I am a handweaver, designing and creating cloth on eight-shaft floor looms.
Why is it called handweaving? Weaving surely does use the hands (throwing the shuttle), and especially fingers (threading heddles, sleying the reed). It also uses the feet (tromping the treadles), plus the arms and legs and back, the knees and hips and elbows. I weave with my whole body.
Weaving also requires the brain, including mathematical calculations and knowledge of tools and materials. How many warp ends to produce a certain width, allowing for draw-in and shrinkage rate? Which structure, to yield enough interlacements for stability while also creating the intended pattern? What density of threads to maximize shimmer and drape and yet be durable? I weave with an engaged mind.
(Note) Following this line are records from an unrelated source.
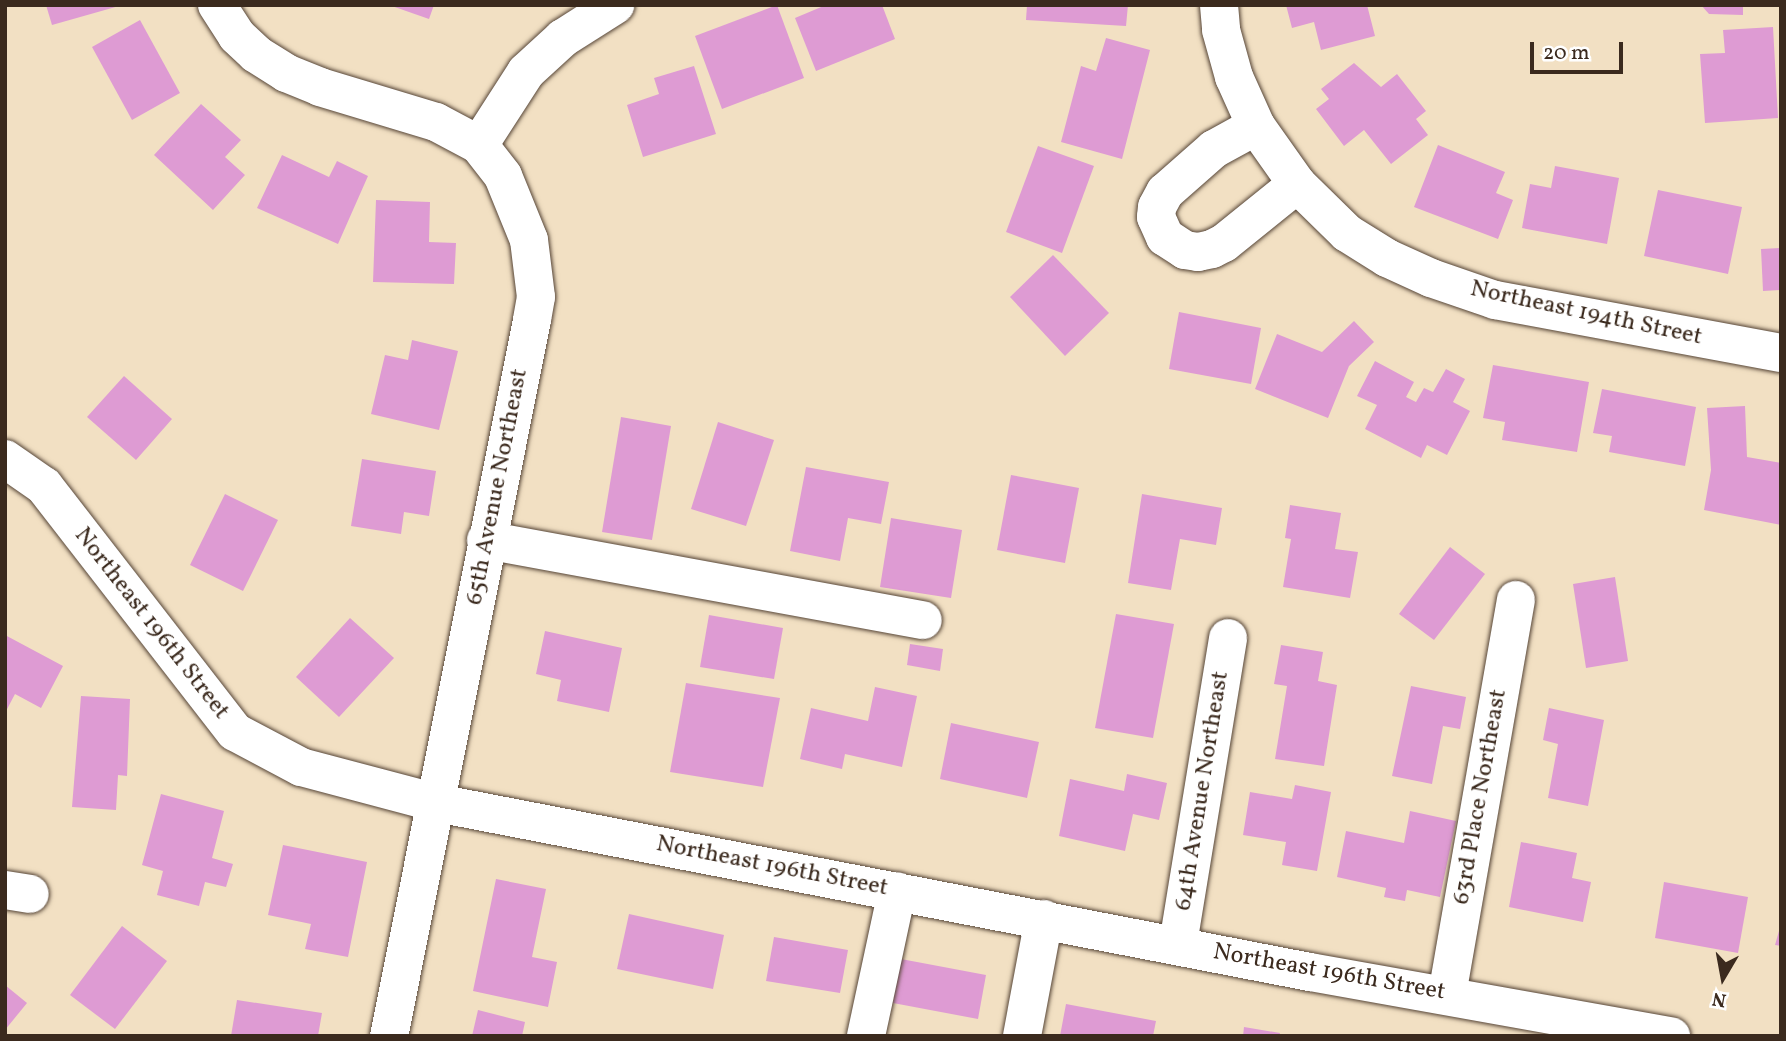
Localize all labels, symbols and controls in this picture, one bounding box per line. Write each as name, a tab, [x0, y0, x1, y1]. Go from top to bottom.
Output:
scale bar	[1534, 28, 1627, 72]
text: 20 m	[1543, 39, 1589, 68]
street label: Northeast 194th Street	[1468, 275, 1704, 353]
street label: 65th Avenue Northeast	[461, 367, 535, 607]
street label: Northeast 196th Street	[67, 522, 235, 726]
street label: 64th Avenue Northeast	[1170, 669, 1236, 913]
street label: 63rd Place Northeast	[1448, 687, 1514, 907]
street label: Northeast 196th Street	[654, 830, 890, 904]
street label: Northeast 196th Street	[1211, 938, 1447, 1008]
north arrow	[1688, 943, 1758, 1013]
text: N	[1710, 985, 1728, 1013]

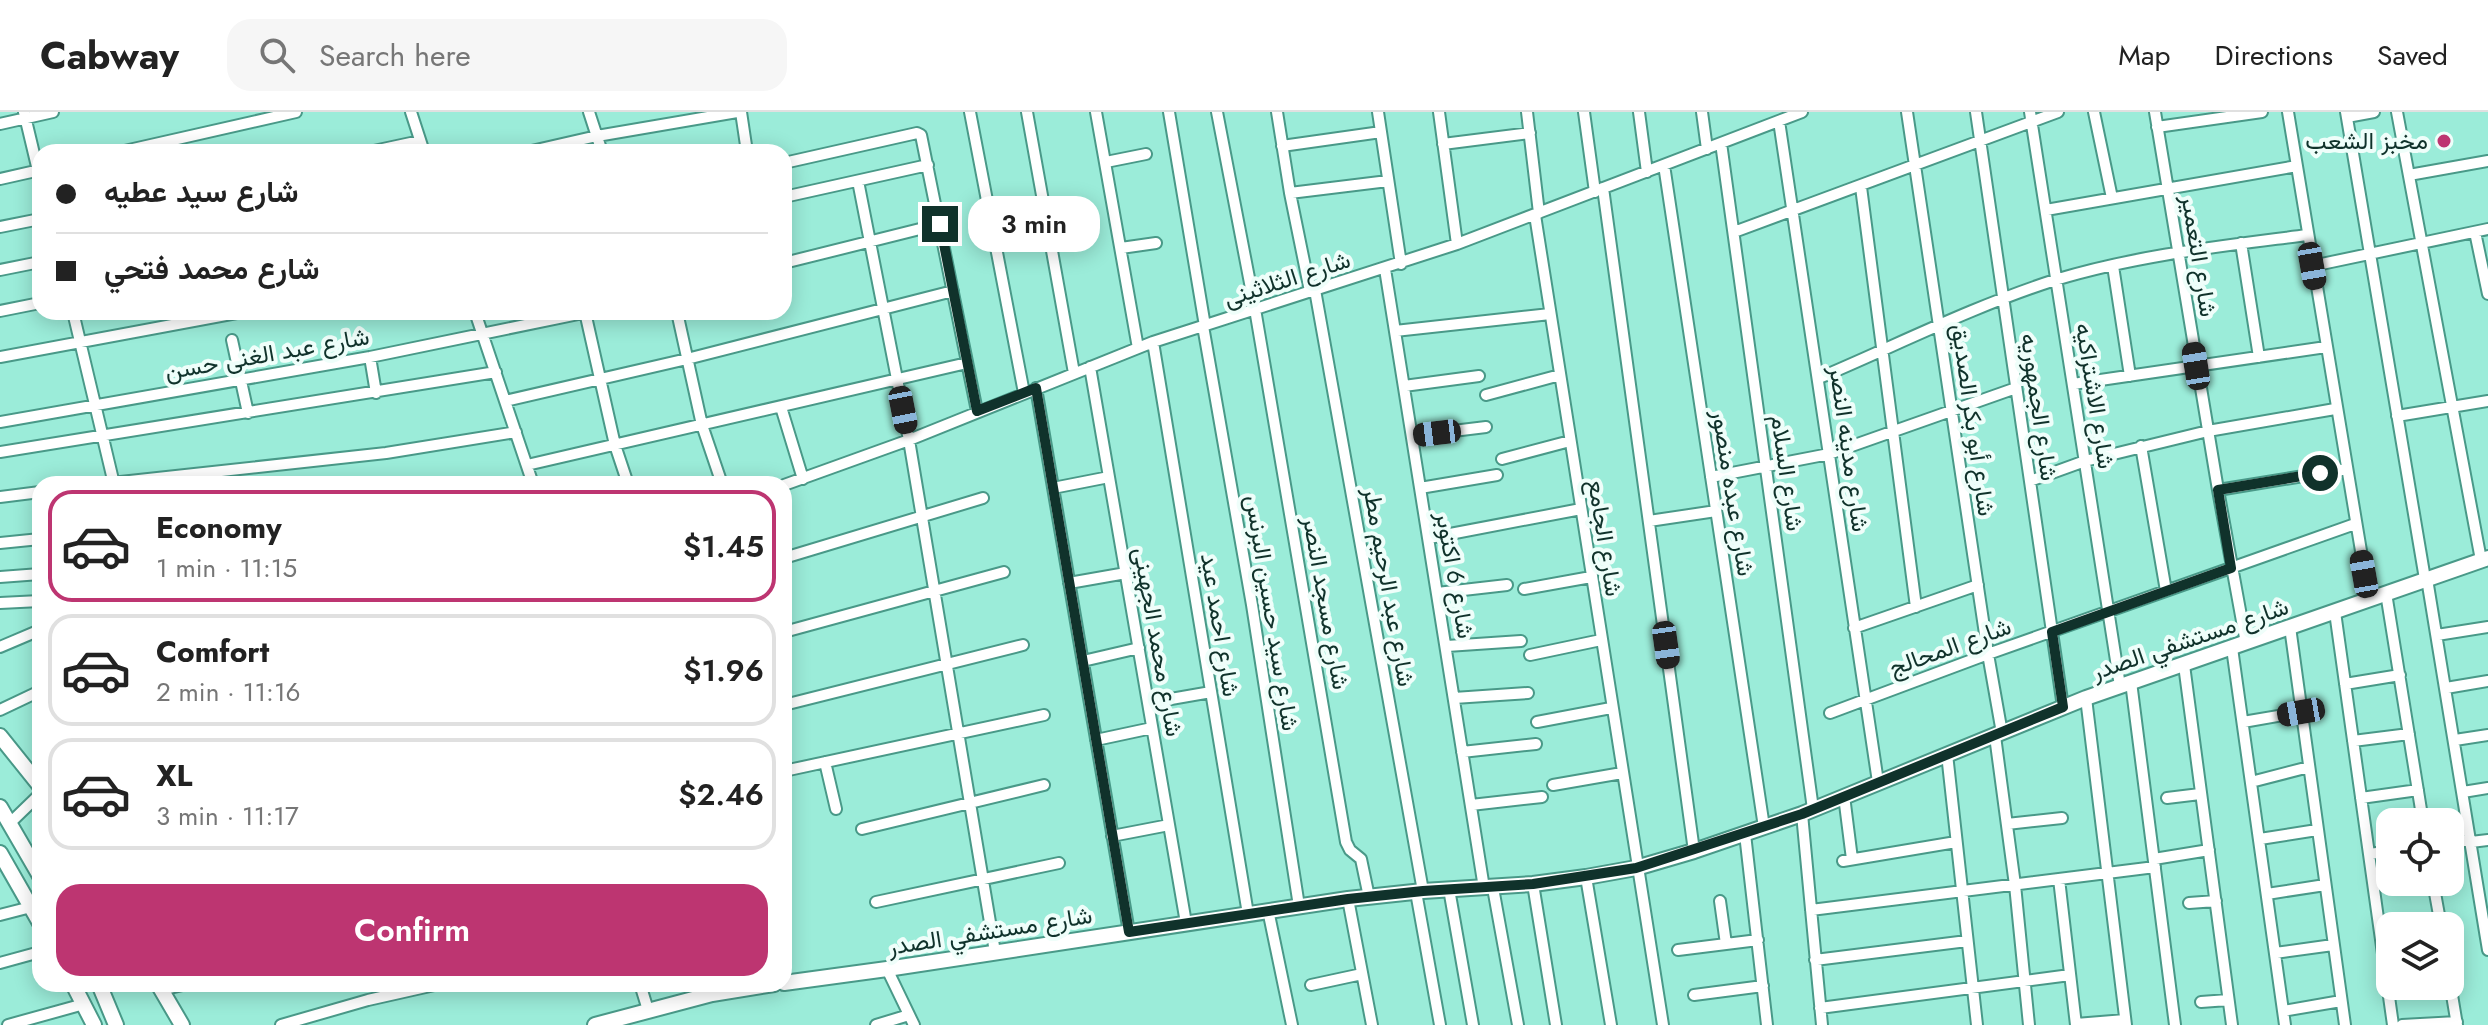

Designing cloth always involves perception and reflection. I study shifting shadows, notice my experience of wind, follow the flow of water, and concentrate on the colors in leaves and stone and sky. I never quite succeed in translating any of these inspirations into textile. Of course I don't. And that's okay. It's just a shawl; it's not an ocean wave. I weave with an open heart.
My studio has three eight-shaft non-computerized floor looms, a large warping reel, a mangle manufactured in 1939, many shelves of yarn, several binders of weaving records, and a wood stove. It is located in midcoast Maine, on the island of Arrowsic.